## MATERIAL FOR THIS TASK
• • • • • • •
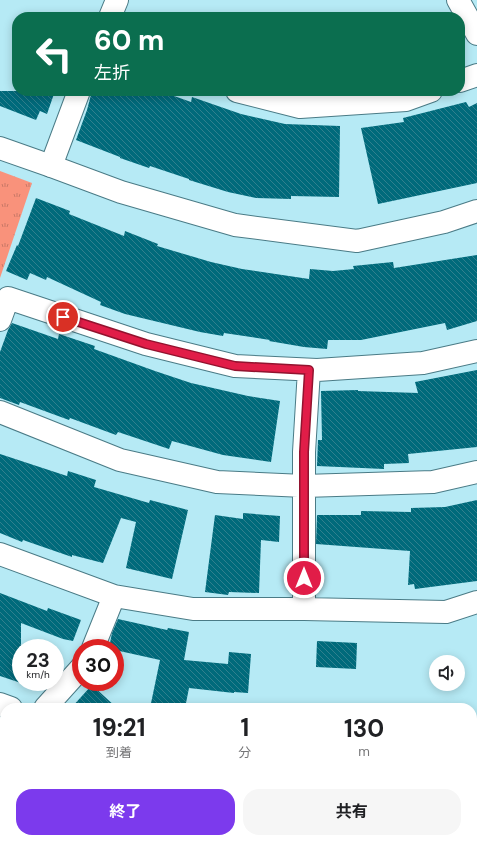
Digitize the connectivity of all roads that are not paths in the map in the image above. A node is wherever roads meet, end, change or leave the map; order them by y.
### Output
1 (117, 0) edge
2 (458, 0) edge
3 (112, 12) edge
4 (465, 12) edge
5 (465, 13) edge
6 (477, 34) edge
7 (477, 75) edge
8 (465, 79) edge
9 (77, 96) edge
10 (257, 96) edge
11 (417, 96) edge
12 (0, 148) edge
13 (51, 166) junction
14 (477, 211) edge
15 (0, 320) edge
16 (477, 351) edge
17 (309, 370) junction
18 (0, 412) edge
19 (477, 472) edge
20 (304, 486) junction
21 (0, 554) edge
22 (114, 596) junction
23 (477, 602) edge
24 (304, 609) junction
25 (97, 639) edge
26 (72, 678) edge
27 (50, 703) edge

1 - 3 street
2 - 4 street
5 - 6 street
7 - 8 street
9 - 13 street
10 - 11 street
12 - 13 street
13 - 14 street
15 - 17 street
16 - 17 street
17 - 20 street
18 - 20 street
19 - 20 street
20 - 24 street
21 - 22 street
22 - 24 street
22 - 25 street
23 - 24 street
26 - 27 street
• • • • • • •
## WORK ORDER
The expected output is the full data above, reproduced exactly with no images.

## TASK RESPONSE
Digitize the connectivity of all roads that are not paths in the map in the image above. A node is wherever roads meet, end, change or leave the map; order them by y.
### Output
1 (117, 0) edge
2 (458, 0) edge
3 (112, 12) edge
4 (465, 12) edge
5 (465, 13) edge
6 (477, 34) edge
7 (477, 75) edge
8 (465, 79) edge
9 (77, 96) edge
10 (257, 96) edge
11 (417, 96) edge
12 (0, 148) edge
13 (51, 166) junction
14 (477, 211) edge
15 (0, 320) edge
16 (477, 351) edge
17 (309, 370) junction
18 (0, 412) edge
19 (477, 472) edge
20 (304, 486) junction
21 (0, 554) edge
22 (114, 596) junction
23 (477, 602) edge
24 (304, 609) junction
25 (97, 639) edge
26 (72, 678) edge
27 (50, 703) edge

1 - 3 street
2 - 4 street
5 - 6 street
7 - 8 street
9 - 13 street
10 - 11 street
12 - 13 street
13 - 14 street
15 - 17 street
16 - 17 street
17 - 20 street
18 - 20 street
19 - 20 street
20 - 24 street
21 - 22 street
22 - 24 street
22 - 25 street
23 - 24 street
26 - 27 street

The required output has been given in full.